[Collected data]
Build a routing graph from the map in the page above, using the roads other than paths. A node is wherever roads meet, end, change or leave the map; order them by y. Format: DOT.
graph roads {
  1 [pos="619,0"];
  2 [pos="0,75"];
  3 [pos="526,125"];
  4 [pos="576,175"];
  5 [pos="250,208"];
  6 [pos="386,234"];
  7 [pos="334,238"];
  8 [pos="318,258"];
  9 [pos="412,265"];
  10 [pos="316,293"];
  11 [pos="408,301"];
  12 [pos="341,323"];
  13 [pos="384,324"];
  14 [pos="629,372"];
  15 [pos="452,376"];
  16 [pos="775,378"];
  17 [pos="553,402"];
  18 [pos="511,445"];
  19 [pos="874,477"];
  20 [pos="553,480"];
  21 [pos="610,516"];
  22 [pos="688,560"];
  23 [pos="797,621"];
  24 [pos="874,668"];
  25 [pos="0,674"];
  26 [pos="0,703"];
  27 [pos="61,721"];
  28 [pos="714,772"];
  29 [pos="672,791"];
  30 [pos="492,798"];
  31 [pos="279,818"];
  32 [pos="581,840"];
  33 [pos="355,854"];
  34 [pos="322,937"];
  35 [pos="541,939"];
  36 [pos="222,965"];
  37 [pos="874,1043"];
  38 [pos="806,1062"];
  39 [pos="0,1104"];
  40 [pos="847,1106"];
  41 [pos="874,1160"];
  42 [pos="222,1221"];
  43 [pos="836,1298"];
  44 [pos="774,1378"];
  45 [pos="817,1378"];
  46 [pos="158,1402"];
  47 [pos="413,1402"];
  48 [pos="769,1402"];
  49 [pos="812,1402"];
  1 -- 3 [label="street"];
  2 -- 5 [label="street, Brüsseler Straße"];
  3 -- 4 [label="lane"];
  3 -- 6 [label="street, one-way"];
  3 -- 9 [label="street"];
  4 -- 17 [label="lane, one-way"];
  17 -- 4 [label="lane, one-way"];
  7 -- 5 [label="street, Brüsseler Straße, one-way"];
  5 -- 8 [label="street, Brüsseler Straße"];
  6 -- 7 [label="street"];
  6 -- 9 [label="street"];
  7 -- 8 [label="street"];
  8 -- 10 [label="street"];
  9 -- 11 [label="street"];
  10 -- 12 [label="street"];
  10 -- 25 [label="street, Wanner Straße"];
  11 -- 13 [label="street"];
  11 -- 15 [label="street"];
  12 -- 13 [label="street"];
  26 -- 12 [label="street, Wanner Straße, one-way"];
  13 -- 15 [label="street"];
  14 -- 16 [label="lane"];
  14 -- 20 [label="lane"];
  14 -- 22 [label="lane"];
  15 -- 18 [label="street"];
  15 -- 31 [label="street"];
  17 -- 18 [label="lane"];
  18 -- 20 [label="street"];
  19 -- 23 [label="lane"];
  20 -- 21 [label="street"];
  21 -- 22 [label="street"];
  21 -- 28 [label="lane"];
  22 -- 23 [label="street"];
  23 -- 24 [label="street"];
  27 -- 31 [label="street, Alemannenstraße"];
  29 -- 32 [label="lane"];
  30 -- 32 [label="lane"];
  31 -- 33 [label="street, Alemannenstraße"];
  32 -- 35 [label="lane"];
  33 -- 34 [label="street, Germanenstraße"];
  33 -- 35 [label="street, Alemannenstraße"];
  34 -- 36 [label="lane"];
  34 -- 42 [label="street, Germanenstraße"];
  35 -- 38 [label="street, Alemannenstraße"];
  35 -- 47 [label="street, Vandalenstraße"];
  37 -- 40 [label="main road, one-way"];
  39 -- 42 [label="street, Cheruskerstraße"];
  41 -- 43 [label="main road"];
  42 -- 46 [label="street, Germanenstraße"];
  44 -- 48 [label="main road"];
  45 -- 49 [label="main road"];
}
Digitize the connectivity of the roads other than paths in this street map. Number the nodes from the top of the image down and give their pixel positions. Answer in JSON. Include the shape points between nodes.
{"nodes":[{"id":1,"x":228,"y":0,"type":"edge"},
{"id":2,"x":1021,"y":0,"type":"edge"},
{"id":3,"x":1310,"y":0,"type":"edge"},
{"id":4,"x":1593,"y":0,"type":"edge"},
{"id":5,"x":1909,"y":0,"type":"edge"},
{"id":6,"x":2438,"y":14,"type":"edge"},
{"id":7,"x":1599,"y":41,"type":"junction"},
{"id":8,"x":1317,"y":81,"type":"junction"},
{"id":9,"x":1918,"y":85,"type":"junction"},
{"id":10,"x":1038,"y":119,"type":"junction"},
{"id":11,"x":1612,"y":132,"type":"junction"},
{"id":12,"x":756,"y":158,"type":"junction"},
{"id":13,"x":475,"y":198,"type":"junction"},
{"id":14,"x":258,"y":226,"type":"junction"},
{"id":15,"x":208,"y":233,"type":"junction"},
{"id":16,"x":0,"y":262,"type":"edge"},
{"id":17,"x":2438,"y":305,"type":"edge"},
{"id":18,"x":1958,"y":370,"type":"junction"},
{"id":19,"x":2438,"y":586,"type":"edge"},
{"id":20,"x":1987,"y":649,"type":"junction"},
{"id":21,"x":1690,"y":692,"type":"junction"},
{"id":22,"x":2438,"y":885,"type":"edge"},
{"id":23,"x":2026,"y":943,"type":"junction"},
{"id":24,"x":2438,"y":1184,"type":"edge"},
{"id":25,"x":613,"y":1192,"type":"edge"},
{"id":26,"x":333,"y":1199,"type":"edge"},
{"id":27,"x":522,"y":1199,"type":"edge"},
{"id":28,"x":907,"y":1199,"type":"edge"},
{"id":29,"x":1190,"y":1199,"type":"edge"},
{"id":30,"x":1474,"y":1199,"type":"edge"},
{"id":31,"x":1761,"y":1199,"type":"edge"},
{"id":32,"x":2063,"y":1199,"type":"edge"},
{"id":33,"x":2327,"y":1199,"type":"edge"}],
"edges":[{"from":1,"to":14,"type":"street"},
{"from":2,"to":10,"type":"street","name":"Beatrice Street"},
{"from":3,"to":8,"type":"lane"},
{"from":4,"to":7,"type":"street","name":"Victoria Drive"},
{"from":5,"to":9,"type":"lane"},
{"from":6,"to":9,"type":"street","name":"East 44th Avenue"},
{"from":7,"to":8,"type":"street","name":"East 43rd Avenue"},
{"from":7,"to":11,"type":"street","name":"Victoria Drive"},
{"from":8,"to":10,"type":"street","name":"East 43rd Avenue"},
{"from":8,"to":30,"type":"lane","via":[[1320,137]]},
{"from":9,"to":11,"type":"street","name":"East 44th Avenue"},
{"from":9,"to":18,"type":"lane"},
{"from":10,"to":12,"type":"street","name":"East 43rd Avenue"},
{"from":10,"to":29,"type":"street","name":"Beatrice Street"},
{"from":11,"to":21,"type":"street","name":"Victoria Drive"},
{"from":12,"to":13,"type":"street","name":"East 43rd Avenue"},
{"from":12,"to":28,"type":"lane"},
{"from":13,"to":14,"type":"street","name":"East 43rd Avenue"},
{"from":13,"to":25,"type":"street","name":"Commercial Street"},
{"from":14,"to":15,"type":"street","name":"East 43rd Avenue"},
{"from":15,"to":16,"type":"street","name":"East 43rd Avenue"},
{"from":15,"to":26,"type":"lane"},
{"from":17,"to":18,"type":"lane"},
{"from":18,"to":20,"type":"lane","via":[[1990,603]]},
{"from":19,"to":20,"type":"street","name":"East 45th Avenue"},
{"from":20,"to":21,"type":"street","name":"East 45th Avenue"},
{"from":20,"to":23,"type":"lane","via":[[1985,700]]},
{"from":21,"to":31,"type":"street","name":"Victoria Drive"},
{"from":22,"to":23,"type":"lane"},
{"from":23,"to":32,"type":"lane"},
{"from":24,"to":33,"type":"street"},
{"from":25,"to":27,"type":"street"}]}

| TASK DESCRIPTION |
Which of the lines above contain "main"? Return them all.

| ANSWER SECTION |
  37 -- 40 [label="main road, one-way"];
  41 -- 43 [label="main road"];
  44 -- 48 [label="main road"];
  45 -- 49 [label="main road"];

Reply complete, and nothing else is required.